(Beginning of GIVEN RECORDS)

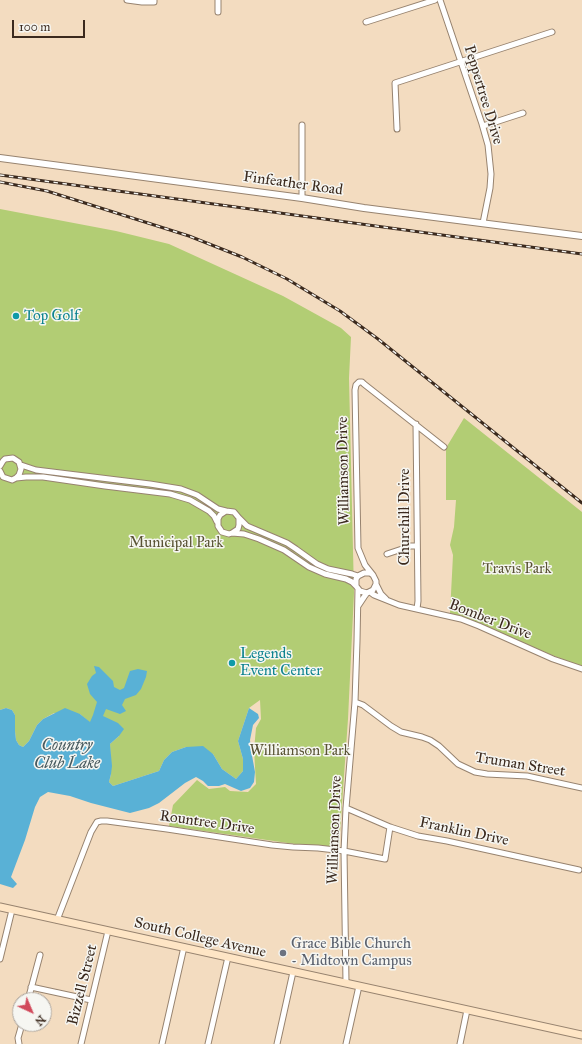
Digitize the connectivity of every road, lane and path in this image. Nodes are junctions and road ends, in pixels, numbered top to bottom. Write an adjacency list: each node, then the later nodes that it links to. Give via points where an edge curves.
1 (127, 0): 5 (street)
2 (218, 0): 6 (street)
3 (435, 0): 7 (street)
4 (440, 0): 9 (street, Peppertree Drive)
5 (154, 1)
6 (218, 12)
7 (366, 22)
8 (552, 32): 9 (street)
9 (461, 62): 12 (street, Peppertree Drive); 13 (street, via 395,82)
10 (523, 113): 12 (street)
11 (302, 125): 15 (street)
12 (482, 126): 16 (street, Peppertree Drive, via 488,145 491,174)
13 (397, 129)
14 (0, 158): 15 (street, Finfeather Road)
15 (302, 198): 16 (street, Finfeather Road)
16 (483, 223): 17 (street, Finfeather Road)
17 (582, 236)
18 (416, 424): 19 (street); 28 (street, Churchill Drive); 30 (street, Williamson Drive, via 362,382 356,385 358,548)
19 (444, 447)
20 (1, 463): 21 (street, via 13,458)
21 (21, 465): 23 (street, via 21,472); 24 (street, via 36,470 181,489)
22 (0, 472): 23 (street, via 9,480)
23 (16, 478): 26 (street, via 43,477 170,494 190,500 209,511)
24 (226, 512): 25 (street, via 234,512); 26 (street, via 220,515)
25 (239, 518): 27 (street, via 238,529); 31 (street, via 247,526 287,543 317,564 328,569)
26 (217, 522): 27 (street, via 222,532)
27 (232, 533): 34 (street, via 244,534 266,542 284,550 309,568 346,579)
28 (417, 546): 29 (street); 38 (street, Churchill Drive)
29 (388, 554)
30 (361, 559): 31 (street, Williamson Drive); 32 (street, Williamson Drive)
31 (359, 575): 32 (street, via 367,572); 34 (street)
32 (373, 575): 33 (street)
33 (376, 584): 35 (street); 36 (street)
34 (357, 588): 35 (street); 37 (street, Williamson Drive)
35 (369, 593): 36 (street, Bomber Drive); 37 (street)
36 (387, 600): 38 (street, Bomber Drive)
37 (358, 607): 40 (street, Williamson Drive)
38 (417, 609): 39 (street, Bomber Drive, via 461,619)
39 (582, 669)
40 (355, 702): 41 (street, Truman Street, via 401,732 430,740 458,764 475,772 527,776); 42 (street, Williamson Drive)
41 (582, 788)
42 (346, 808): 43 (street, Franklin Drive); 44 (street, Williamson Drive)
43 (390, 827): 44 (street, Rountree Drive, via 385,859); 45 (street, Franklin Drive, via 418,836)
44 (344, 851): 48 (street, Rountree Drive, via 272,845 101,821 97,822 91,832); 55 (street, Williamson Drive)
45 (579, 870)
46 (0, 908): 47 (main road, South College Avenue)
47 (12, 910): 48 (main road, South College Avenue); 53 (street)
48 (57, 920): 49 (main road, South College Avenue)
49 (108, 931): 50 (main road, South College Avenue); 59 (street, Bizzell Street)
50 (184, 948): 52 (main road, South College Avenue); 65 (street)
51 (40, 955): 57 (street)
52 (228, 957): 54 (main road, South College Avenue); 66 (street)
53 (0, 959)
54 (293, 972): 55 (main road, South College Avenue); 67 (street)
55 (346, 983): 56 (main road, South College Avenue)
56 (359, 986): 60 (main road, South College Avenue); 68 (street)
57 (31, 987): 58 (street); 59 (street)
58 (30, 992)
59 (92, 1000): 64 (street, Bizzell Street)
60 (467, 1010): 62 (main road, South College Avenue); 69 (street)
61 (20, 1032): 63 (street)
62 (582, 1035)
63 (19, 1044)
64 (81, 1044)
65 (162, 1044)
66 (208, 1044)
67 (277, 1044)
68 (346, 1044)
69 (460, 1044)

(End of GIVEN RECORDS)
(Beginning of GIVEN RECORDS)

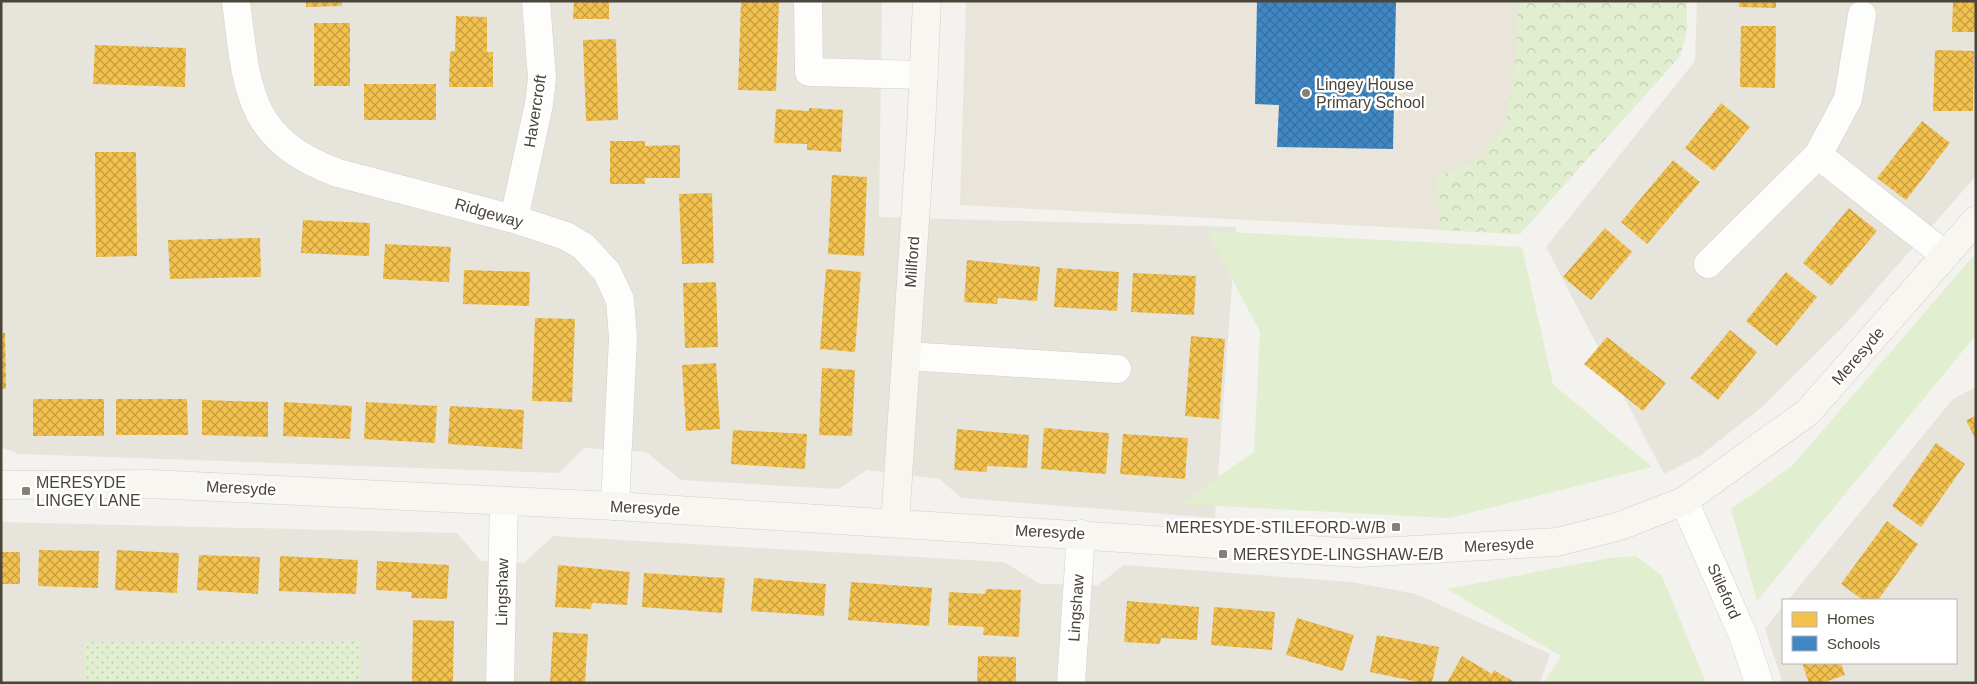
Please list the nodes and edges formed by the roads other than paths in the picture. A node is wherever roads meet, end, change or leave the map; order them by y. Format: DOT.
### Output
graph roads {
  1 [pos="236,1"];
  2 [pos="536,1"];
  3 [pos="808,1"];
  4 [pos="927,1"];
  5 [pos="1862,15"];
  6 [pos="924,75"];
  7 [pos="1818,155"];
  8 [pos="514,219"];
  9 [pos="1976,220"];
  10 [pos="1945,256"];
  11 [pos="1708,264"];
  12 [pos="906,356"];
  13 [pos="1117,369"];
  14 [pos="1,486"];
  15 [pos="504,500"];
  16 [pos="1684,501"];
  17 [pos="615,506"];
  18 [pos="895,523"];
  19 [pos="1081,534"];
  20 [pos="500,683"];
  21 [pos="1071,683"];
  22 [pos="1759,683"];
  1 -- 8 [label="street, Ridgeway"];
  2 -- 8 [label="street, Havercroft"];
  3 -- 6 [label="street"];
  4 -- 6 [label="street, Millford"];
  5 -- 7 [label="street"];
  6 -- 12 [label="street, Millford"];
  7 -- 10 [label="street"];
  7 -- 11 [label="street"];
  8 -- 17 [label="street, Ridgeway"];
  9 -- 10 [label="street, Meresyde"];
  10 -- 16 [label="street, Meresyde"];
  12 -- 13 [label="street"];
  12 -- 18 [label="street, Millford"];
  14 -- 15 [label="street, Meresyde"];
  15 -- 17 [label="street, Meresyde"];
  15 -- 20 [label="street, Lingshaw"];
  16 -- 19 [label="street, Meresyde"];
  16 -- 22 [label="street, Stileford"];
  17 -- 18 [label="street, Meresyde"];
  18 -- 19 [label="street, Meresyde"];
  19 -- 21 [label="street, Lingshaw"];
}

(End of GIVEN RECORDS)

Output the number of lines in the records above that contain the string "Rountree", and no other text.

2